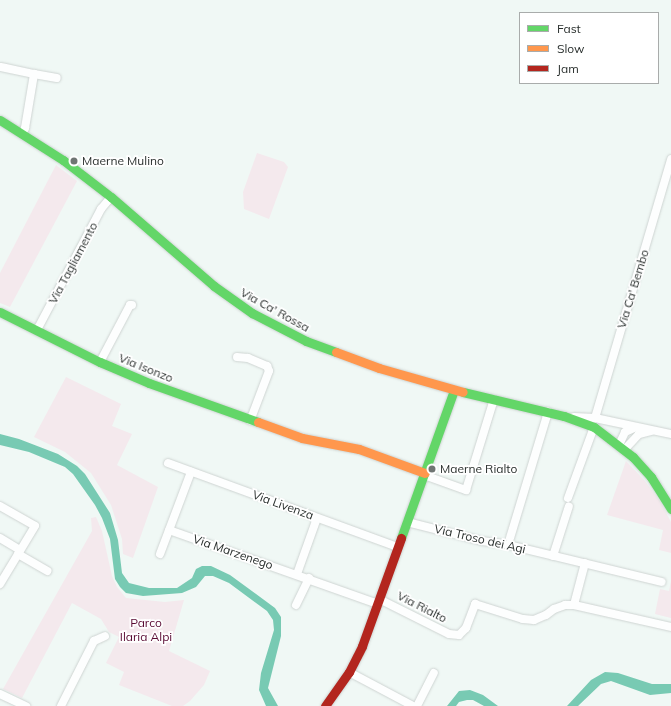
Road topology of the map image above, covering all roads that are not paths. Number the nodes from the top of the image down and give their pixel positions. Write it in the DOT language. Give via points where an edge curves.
graph roads {
  1 [pos="1,67"];
  2 [pos="34,74"];
  3 [pos="57,78"];
  4 [pos="0,120"];
  5 [pos="22,134"];
  6 [pos="671,159"];
  7 [pos="111,197"];
  8 [pos="132,305"];
  9 [pos="0,312"];
  10 [pos="37,330"];
  11 [pos="237,357"];
  12 [pos="100,362"];
  13 [pos="454,390"];
  14 [pos="494,399"];
  15 [pos="548,412"];
  16 [pos="250,421"];
  17 [pos="594,423"];
  18 [pos="636,427"];
  19 [pos="652,431"];
  20 [pos="671,434"];
  21 [pos="622,447"];
  22 [pos="168,463"];
  23 [pos="191,472"];
  24 [pos="424,474"];
  25 [pos="0,506"];
  26 [pos="671,509"];
  27 [pos="317,518"];
  28 [pos="407,522"];
  29 [pos="169,530"];
  30 [pos="0,538"];
  31 [pos="510,538"];
  32 [pos="398,547"];
  33 [pos="19,552"];
  34 [pos="160,554"];
  35 [pos="553,556"];
  36 [pos="584,563"];
  37 [pos="47,572"];
  38 [pos="297,574"];
  39 [pos="309,578"];
  40 [pos="662,582"];
  41 [pos="0,584"];
  42 [pos="378,601"];
  43 [pos="296,605"];
  44 [pos="574,605"];
  45 [pos="671,627"];
  46 [pos="105,636"];
  47 [pos="348,672"];
  48 [pos="434,672"];
  49 [pos="0,694"];
  50 [pos="26,706"];
  51 [pos="61,706"];
  52 [pos="325,706"];
  53 [pos="413,706"];
  54 [pos="417,706"];
  1 -- 2 [label="street"];
  2 -- 3 [label="street"];
  2 -- 5 [label="street"];
  4 -- 5 [label="street, Via Ca' Rossa"];
  5 -- 7 [label="street, Via Ca' Rossa" via="63,160"];
  6 -- 17 [label="street, Via Ca' Bembo"];
  7 -- 10 [label="street, Via Tagliamento" via="101,209"];
  7 -- 13 [label="street, Via Ca' Rossa" via="214,286 252,313 306,341 342,355"];
  8 -- 12 [label="street"];
  9 -- 10 [label="street"];
  10 -- 12 [label="street, Via Isonzo"];
  11 -- 16 [label="street" via="248,358 267,366 269,371"];
  12 -- 16 [label="street, Via Isonzo"];
  13 -- 14 [label="street, Via Ca' Rossa"];
  13 -- 24 [label="street, Via Rialto"];
  14 -- 15 [label="street, Via Ca' Rossa"];
  14 -- 24 [label="street" via="466,490"];
  15 -- 17 [label="street, Via Ca' Rossa"];
  15 -- 31 [label="street"];
  16 -- 24 [label="street, Via Isonzo" via="312,441 370,452"];
  17 -- 18 [label="street"];
  17 -- 21 [label="street, Via Ca' Rossa"];
  17 -- 35 [label="street, Via Ca' Bembo"];
  18 -- 19 [label="street"];
  18 -- 21 [label="street" via="625,432"];
  19 -- 20 [label="street"];
  19 -- 21 [label="street" via="639,434"];
  21 -- 26 [label="street, Via Ca' Rossa" via="651,477"];
  22 -- 23 [label="street, Via Livenza"];
  23 -- 27 [label="street, Via Livenza"];
  23 -- 29 [label="street"];
  24 -- 28 [label="street, Via Rialto"];
  25 -- 33 [label="street" via="35,526"];
  27 -- 32 [label="street, Via Livenza"];
  27 -- 38 [label="street"];
  28 -- 32 [label="street, Via Rialto"];
  28 -- 35 [label="street, Via Troso dei Agi"];
  29 -- 34 [label="street"];
  29 -- 38 [label="street, Via Marzenego"];
  30 -- 33 [label="street"];
  32 -- 42 [label="street, Via Rialto"];
  33 -- 37 [label="street"];
  33 -- 41 [label="street"];
  35 -- 36 [label="street, Via Troso dei Agi"];
  36 -- 40 [label="street, Via Troso dei Agi"];
  36 -- 44 [label="street"];
  38 -- 39 [label="street, Via Marzenego"];
  39 -- 42 [label="street, Via Marzenego"];
  39 -- 43 [label="street"];
  42 -- 44 [label="street, Via Rialto" via="449,634 460,635 466,628 475,604 534,620 564,605"];
  42 -- 47 [label="street, Via Rialto" via="362,646"];
  44 -- 45 [label="street"];
  46 -- 51 [label="street" via="94,641"];
  47 -- 52 [label="street, Via Rialto"];
  47 -- 53 [label="street"];
  48 -- 54 [label="street"];
  49 -- 50 [label="street"];
}
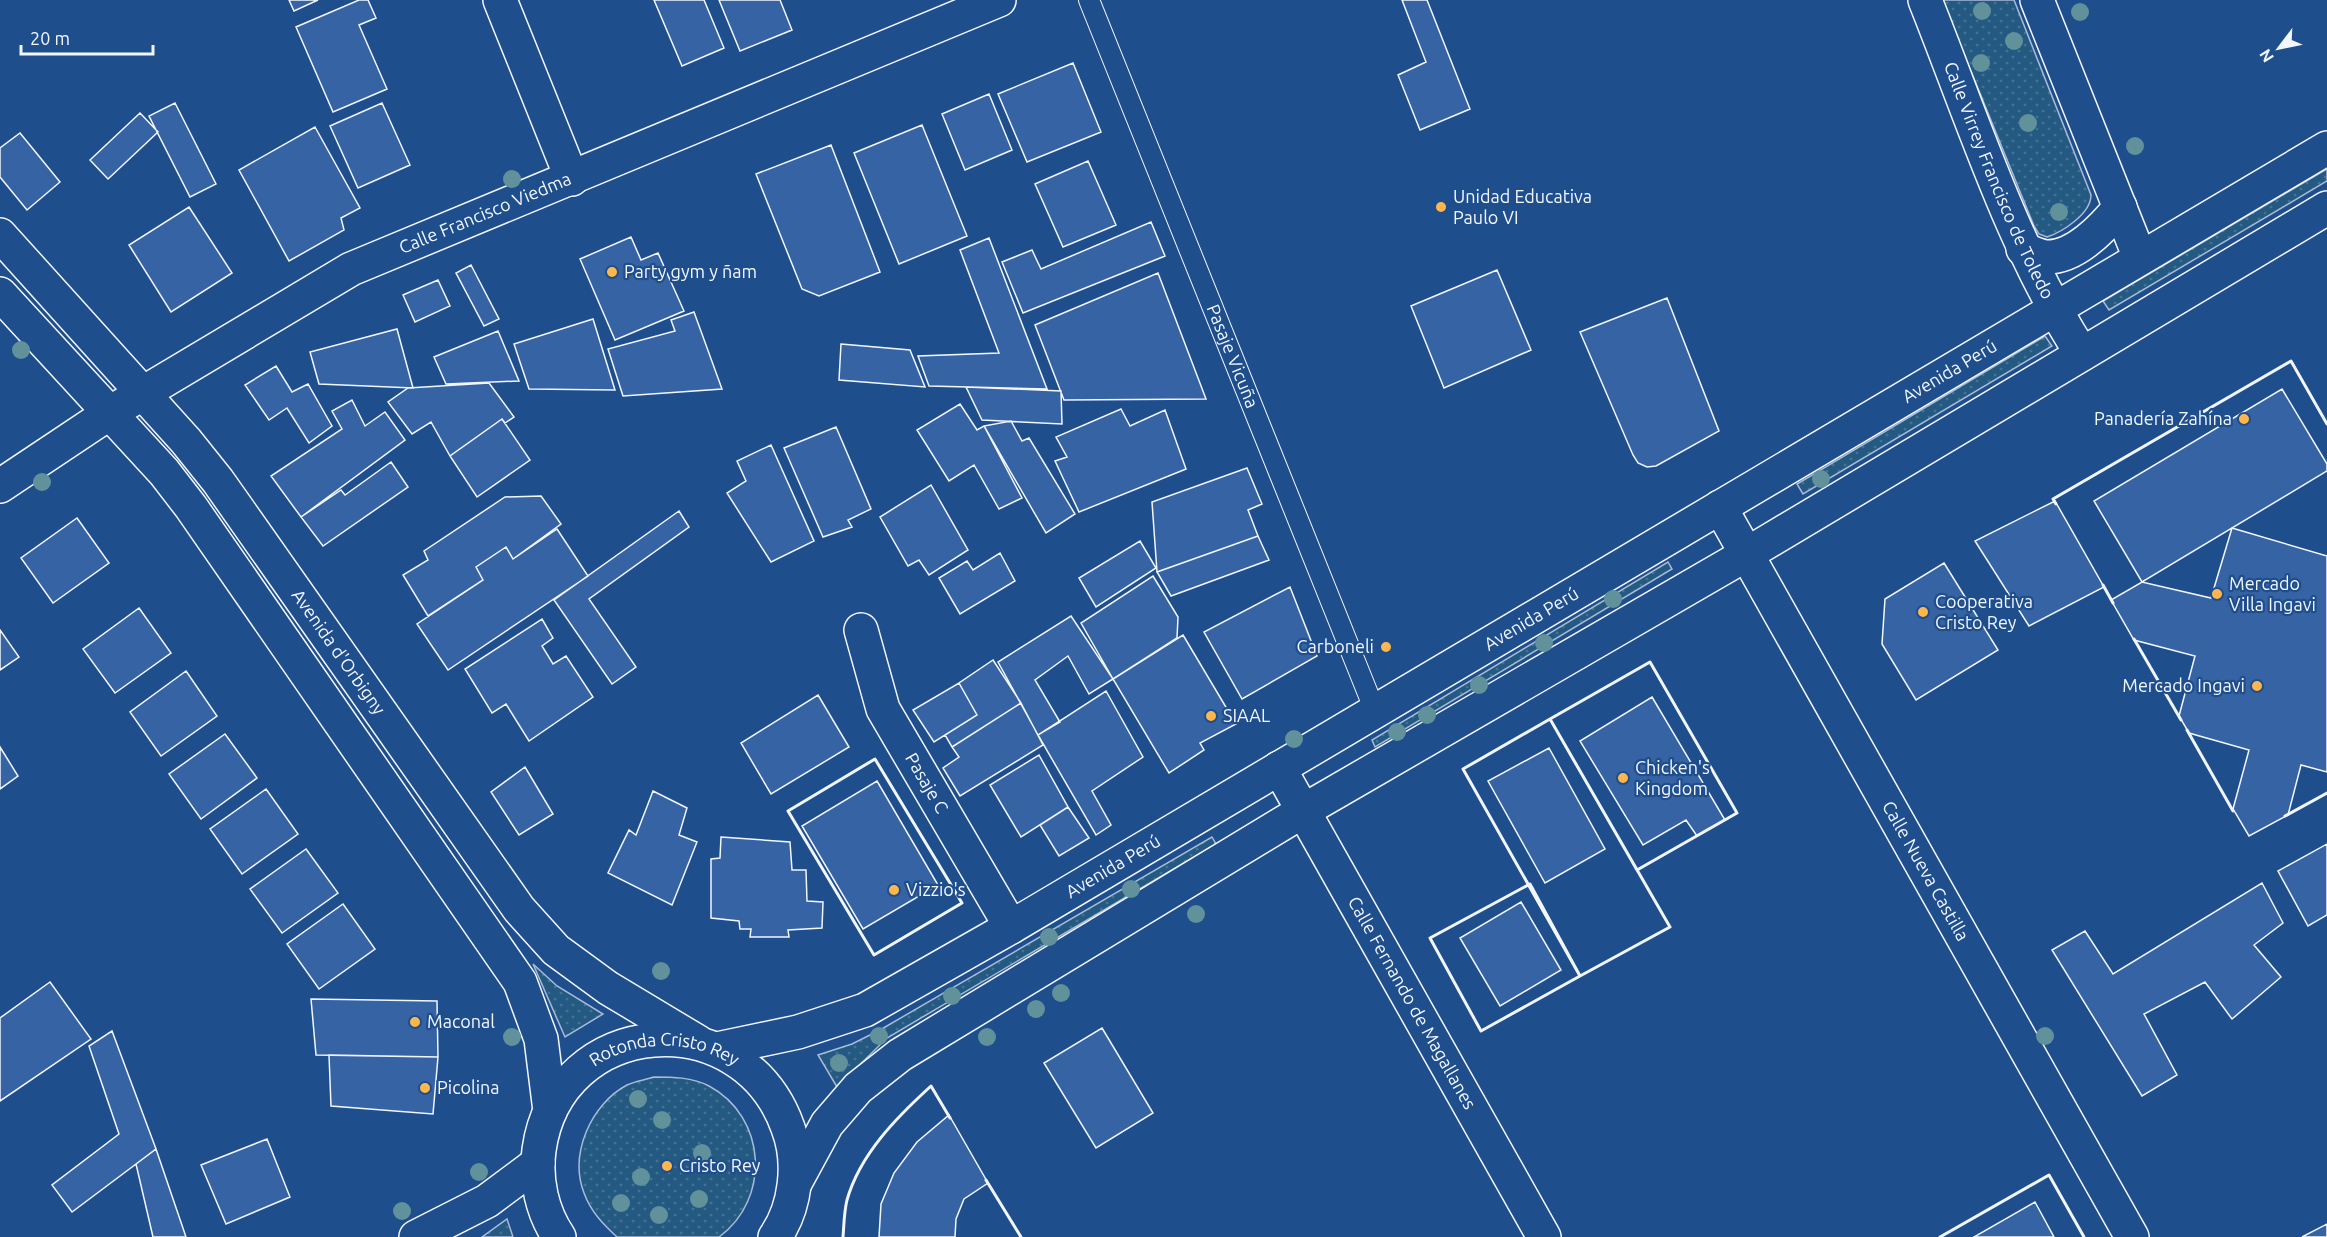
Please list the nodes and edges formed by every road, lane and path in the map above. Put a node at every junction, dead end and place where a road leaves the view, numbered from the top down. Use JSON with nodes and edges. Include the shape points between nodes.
{"nodes":[{"id":1,"x":500,"y":0,"type":"edge"},
{"id":2,"x":999,"y":0,"type":"edge"},
{"id":3,"x":1089,"y":0,"type":"edge"},
{"id":4,"x":1925,"y":0,"type":"edge"},
{"id":5,"x":2037,"y":0,"type":"edge"},
{"id":6,"x":2327,"y":148,"type":"edge"},
{"id":7,"x":572,"y":178,"type":"junction"},
{"id":8,"x":2120,"y":207,"type":"junction"},
{"id":9,"x":2327,"y":207,"type":"edge"},
{"id":10,"x":0,"y":235,"type":"edge"},
{"id":11,"x":2023,"y":249,"type":"junction"},
{"id":12,"x":2140,"y":258,"type":"junction"},
{"id":13,"x":0,"y":294,"type":"edge"},
{"id":14,"x":2053,"y":310,"type":"junction"},
{"id":15,"x":2082,"y":354,"type":"junction"},
{"id":16,"x":144,"y":394,"type":"junction"},
{"id":17,"x":108,"y":414,"type":"junction"},
{"id":18,"x":0,"y":486,"type":"edge"},
{"id":19,"x":1720,"y":507,"type":"junction"},
{"id":20,"x":1747,"y":554,"type":"junction"},
{"id":21,"x":861,"y":630,"type":"dead end"},
{"id":22,"x":1375,"y":711,"type":"junction"},
{"id":23,"x":1279,"y":768,"type":"junction"},
{"id":24,"x":1303,"y":811,"type":"junction"},
{"id":25,"x":1011,"y":927,"type":"junction"},
{"id":26,"x":707,"y":1046,"type":"junction"},
{"id":27,"x":550,"y":1111,"type":"junction"},
{"id":28,"x":538,"y":1163,"type":"junction"},
{"id":29,"x":795,"y":1182,"type":"junction"},
{"id":30,"x":416,"y":1237,"type":"edge"},
{"id":31,"x":559,"y":1237,"type":"edge"},
{"id":32,"x":775,"y":1237,"type":"edge"},
{"id":33,"x":1544,"y":1237,"type":"edge"},
{"id":34,"x":2132,"y":1237,"type":"edge"}],
"edges":[{"from":1,"to":7,"type":"main road"},
{"from":2,"to":7,"type":"main road","name":"Calle Francisco Viedma"},
{"from":3,"to":22,"type":"lane","name":"Pasaje Vicuña"},
{"from":4,"to":11,"type":"main road","name":"Calle Virrey Francisco de Toledo"},
{"from":5,"to":8,"type":"main road"},
{"from":6,"to":12,"type":"main road","name":"Avenida Perú"},
{"from":7,"to":16,"type":"main road","name":"Calle Francisco Viedma","via":[[351,269]]},
{"from":8,"to":11,"type":"main road","via":[[2099,232],[2075,248],[2047,257]]},
{"from":8,"to":12,"type":"main road"},
{"from":9,"to":15,"type":"main road"},
{"from":10,"to":16,"type":"main road","name":"Avenida d'Orbigny"},
{"from":11,"to":14,"type":"main road","name":"Calle Virrey Francisco de Toledo"},
{"from":12,"to":14,"type":"main road","name":"Avenida Perú"},
{"from":13,"to":17,"type":"main road","name":"Avenida d'Orbigny"},
{"from":14,"to":15,"type":"main road","name":"Calle Virrey Francisco de Toledo"},
{"from":14,"to":19,"type":"main road","name":"Avenida Perú"},
{"from":15,"to":20,"type":"main road"},
{"from":16,"to":17,"type":"main road","name":"Calle Francisco Viedma"},
{"from":16,"to":26,"type":"main road","name":"Avenida d'Orbigny","via":[[218,481],[519,909],[556,950],[609,988]]},
{"from":17,"to":18,"type":"main road","name":"Calle Francisco Viedma"},
{"from":17,"to":27,"type":"main road","name":"Avenida d'Orbigny","via":[[164,472],[191,507],[520,982],[541,1039]]},
{"from":19,"to":20,"type":"main road","name":"Calle Nueva Castilla"},
{"from":19,"to":22,"type":"main road","name":"Avenida Perú"},
{"from":20,"to":24,"type":"main road"},
{"from":20,"to":34,"type":"main road","name":"Calle Nueva Castilla"},
{"from":21,"to":25,"type":"main road","name":"Pasaje C","via":[[883,710]]},
{"from":22,"to":23,"type":"main road","name":"Avenida Perú"},
{"from":23,"to":24,"type":"main road","name":"Calle Fernando de Magallanes"},
{"from":23,"to":25,"type":"main road","name":"Avenida Perú"},
{"from":24,"to":29,"type":"main road","via":[[900,1055],[858,1088],[827,1124]]},
{"from":24,"to":33,"type":"main road","name":"Calle Fernando de Magallanes"},
{"from":25,"to":26,"type":"main road","name":"Avenida Perú","via":[[865,1010],[798,1032]]},
{"from":26,"to":27,"type":"main road","name":"Rotonda Cristo Rey","via":[[654,1039],[612,1050],[576,1075]]},
{"from":26,"to":29,"type":"main road","name":"Rotonda Cristo Rey","via":[[738,1061],[772,1094],[791,1136]]},
{"from":27,"to":28,"type":"main road","name":"Rotonda Cristo Rey"},
{"from":28,"to":30,"type":"main road","via":[[487,1201]]},
{"from":28,"to":31,"type":"main road","name":"Rotonda Cristo Rey","via":[[538,1185]]},
{"from":29,"to":32,"type":"main road","name":"Rotonda Cristo Rey"}]}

§ To do
Pull out every line of the records that includes the string "Viedma".

§ Answer to this task
{"from":2,"to":7,"type":"main road","name":"Calle Francisco Viedma"},
{"from":7,"to":16,"type":"main road","name":"Calle Francisco Viedma","via":[[351,269]]},
{"from":16,"to":17,"type":"main road","name":"Calle Francisco Viedma"},
{"from":17,"to":18,"type":"main road","name":"Calle Francisco Viedma"},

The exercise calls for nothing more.